> _Task requirements_
Search the records for "nodes" and copy each line that holds it.

========================

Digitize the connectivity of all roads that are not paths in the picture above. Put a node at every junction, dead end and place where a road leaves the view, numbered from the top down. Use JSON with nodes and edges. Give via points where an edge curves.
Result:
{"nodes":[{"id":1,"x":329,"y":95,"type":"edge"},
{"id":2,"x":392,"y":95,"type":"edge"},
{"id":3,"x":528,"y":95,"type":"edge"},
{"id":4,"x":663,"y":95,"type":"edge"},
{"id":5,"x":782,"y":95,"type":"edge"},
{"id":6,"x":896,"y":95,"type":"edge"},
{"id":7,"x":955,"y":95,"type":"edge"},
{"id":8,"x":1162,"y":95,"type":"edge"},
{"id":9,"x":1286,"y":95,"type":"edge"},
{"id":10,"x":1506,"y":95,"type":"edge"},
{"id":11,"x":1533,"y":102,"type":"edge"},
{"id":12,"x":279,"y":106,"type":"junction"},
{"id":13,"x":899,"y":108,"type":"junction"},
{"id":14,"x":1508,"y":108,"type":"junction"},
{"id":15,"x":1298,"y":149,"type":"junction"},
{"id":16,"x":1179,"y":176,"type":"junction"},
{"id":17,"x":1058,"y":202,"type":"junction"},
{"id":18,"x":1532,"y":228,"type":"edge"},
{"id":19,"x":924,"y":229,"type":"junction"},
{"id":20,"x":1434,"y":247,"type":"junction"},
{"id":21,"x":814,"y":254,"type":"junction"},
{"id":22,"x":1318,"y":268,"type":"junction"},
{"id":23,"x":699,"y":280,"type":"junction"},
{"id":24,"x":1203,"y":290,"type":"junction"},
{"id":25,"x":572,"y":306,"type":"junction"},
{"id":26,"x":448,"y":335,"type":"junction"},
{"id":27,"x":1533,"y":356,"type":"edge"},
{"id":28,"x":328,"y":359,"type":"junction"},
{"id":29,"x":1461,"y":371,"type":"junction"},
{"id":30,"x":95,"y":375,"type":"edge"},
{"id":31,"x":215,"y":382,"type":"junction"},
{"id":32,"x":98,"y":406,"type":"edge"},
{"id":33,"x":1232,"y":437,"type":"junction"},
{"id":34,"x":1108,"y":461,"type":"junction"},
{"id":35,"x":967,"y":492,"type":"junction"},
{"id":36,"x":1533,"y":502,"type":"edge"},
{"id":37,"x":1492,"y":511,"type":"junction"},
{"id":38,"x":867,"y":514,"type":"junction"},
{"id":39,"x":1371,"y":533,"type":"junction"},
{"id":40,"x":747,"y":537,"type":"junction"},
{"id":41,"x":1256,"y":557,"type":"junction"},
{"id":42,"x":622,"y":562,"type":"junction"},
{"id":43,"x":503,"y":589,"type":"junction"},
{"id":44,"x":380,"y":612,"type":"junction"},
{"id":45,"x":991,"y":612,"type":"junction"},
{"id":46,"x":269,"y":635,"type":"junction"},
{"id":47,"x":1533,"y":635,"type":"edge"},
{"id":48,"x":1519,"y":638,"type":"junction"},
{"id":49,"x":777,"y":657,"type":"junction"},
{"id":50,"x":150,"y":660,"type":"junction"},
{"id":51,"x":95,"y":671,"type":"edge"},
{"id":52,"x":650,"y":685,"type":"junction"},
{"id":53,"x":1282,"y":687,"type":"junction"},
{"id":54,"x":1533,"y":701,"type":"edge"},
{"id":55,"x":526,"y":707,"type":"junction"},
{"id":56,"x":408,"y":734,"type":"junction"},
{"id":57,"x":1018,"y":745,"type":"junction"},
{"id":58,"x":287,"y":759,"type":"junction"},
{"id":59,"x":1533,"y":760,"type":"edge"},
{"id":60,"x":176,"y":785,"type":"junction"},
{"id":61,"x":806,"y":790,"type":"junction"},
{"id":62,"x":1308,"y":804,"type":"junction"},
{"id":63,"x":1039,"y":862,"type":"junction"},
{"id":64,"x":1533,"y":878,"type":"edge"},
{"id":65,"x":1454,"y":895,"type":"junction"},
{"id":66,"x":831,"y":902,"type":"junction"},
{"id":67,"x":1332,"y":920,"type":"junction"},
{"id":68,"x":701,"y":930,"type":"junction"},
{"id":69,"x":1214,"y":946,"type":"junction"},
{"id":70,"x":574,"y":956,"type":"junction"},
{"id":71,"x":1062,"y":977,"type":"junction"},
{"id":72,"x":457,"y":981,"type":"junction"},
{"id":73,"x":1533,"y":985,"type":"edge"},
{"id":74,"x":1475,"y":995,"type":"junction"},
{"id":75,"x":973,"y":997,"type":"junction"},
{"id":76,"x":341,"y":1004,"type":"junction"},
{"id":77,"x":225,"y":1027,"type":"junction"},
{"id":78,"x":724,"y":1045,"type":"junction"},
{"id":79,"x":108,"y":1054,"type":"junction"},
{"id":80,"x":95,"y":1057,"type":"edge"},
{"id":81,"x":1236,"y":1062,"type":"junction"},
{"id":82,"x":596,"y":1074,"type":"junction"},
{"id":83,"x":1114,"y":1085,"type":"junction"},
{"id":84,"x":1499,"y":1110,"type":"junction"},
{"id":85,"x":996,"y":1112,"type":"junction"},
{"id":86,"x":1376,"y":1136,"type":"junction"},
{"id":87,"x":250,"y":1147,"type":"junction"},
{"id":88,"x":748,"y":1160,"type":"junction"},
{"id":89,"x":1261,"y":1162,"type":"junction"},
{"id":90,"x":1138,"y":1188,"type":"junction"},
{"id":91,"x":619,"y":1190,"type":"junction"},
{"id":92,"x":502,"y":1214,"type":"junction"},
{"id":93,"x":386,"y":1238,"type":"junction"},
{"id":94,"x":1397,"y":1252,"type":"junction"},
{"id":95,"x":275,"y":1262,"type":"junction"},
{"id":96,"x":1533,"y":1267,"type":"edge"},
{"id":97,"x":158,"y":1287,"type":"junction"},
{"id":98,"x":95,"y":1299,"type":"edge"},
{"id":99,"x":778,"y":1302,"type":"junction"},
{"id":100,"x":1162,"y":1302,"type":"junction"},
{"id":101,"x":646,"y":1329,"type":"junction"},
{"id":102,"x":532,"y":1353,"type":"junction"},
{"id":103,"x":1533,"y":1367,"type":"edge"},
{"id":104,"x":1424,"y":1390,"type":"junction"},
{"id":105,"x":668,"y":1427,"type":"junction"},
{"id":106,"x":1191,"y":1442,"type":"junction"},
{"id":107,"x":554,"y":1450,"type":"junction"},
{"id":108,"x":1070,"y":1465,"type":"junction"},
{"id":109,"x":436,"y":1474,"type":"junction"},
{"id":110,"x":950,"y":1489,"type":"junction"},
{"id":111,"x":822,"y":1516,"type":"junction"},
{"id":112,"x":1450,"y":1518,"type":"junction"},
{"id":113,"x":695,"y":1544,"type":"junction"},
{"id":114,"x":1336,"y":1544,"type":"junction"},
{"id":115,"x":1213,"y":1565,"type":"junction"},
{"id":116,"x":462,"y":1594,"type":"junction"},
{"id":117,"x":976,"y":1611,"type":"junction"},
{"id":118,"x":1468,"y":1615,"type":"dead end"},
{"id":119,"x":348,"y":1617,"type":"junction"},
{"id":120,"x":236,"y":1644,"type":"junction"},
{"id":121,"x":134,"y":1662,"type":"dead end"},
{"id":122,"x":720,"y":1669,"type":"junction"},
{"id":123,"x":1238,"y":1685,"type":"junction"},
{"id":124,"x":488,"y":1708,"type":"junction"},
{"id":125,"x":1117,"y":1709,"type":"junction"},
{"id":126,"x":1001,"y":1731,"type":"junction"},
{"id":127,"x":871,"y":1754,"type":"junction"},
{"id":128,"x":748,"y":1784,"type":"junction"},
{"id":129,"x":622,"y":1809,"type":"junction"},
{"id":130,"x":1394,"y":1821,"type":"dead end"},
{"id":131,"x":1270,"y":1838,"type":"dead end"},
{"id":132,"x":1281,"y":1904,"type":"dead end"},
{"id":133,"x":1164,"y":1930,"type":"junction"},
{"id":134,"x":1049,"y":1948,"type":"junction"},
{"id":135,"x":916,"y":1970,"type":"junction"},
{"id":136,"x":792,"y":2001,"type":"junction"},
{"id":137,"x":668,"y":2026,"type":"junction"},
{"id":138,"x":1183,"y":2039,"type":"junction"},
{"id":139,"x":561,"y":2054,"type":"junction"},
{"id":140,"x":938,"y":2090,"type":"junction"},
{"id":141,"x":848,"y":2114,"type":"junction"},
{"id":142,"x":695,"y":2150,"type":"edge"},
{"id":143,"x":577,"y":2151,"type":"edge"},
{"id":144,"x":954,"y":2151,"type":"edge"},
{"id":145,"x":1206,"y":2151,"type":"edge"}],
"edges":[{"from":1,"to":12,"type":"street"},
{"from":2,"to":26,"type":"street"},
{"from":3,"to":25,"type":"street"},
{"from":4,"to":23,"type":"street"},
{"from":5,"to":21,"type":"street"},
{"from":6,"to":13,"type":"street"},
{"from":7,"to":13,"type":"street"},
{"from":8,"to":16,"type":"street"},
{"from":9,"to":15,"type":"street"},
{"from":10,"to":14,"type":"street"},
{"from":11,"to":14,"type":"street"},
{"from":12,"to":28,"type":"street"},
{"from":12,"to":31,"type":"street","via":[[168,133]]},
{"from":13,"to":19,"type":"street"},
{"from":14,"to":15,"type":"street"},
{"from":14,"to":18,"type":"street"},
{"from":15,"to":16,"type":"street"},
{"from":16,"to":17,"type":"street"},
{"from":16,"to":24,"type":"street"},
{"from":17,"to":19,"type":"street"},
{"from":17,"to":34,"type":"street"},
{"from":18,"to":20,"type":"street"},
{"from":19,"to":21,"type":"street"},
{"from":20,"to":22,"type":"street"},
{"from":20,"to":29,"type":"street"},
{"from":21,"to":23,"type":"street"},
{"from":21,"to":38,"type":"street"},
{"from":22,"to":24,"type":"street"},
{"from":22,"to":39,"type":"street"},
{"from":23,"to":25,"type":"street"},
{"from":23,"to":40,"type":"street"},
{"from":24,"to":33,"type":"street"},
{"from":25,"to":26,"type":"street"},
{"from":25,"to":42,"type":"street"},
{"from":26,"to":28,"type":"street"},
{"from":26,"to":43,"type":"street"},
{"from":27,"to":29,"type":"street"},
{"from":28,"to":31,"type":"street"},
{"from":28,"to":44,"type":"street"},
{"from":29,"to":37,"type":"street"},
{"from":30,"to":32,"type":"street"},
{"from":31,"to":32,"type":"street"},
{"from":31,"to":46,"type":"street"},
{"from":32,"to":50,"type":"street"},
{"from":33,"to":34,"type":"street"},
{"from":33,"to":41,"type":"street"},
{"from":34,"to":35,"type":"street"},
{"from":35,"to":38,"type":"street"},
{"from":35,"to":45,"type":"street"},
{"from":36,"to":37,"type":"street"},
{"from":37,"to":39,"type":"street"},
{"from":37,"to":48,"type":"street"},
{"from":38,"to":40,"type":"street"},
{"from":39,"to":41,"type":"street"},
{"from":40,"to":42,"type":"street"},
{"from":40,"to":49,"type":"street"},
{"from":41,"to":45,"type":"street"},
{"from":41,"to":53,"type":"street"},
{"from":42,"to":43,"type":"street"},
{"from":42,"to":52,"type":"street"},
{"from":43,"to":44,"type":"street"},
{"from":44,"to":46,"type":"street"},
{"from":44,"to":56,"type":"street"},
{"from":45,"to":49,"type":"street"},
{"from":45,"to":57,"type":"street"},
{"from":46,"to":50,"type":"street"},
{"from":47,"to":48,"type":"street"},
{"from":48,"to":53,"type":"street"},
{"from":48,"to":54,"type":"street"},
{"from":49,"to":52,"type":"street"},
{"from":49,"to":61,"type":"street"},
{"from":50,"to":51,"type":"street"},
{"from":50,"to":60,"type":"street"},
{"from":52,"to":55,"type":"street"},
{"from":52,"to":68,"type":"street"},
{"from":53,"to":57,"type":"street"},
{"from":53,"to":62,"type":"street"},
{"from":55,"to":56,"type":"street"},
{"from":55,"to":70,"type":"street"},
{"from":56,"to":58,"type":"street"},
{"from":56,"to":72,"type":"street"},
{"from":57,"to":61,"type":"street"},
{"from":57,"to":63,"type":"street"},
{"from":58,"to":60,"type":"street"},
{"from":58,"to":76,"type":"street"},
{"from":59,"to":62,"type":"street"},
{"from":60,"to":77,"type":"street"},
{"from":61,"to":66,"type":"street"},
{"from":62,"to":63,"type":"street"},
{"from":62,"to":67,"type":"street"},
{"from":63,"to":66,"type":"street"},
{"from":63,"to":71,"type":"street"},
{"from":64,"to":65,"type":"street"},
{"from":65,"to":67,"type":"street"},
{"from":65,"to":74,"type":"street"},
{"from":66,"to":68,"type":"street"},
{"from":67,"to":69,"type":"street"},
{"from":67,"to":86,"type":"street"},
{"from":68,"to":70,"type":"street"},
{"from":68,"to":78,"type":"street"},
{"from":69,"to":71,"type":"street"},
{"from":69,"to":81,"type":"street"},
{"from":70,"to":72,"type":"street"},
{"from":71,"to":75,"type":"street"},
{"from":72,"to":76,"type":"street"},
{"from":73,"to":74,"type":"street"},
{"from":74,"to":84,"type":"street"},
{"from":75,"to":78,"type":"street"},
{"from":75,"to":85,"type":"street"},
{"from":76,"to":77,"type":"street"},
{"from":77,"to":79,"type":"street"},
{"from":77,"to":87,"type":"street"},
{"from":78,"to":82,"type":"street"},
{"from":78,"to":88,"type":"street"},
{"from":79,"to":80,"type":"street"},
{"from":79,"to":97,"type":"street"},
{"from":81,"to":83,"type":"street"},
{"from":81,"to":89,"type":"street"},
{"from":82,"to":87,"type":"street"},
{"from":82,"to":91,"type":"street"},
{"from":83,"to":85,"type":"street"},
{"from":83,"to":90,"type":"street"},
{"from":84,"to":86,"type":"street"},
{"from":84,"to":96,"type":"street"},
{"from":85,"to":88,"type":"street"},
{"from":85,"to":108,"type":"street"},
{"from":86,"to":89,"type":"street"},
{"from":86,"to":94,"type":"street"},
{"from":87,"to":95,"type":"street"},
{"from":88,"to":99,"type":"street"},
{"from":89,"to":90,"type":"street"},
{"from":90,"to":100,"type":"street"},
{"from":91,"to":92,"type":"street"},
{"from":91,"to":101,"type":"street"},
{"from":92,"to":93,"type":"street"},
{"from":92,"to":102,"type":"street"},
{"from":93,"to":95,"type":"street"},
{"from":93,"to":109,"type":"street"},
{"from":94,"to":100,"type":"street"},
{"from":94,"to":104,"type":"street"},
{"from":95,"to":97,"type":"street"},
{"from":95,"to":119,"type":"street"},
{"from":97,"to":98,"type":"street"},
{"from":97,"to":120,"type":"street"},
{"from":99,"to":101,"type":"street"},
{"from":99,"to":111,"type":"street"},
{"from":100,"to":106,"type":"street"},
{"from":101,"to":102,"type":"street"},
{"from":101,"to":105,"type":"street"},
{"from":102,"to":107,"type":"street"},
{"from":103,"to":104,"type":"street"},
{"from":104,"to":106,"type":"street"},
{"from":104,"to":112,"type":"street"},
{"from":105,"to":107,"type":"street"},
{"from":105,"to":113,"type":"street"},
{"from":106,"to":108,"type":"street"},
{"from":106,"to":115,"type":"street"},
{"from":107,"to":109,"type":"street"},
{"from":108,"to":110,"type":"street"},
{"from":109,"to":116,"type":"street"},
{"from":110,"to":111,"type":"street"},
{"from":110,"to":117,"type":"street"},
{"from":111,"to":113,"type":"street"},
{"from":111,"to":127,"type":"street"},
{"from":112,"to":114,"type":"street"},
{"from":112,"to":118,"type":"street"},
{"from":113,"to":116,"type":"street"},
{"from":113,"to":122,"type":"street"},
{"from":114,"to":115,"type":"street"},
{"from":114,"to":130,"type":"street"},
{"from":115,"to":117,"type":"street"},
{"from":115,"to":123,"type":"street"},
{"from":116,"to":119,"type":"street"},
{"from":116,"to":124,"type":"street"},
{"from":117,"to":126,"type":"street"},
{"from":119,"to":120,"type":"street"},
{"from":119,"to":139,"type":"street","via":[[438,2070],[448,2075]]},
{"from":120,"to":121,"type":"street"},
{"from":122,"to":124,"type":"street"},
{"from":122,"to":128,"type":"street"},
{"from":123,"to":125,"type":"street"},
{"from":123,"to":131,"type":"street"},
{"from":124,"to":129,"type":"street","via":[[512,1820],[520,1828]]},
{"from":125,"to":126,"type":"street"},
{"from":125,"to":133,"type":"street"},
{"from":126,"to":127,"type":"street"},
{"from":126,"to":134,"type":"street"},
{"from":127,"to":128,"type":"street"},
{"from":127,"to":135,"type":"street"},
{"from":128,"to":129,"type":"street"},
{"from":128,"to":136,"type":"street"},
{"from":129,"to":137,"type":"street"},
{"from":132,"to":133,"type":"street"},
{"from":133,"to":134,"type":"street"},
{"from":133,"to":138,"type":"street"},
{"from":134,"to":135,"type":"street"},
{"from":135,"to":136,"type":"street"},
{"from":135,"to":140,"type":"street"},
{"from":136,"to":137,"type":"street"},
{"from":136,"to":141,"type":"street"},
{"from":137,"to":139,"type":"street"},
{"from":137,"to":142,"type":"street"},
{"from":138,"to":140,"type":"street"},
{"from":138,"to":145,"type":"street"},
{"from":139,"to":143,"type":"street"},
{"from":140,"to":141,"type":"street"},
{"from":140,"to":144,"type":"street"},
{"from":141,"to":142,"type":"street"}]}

========================

> _Task result_
Digitize the connectivity of all roads that are not paths in the picture above. Put a node at every junction, dead end and place where a road leaves the view, numbered from the top down. Use JSON with nodes and edges. Give via points where an edge curves.
{"nodes":[{"id":1,"x":329,"y":95,"type":"edge"},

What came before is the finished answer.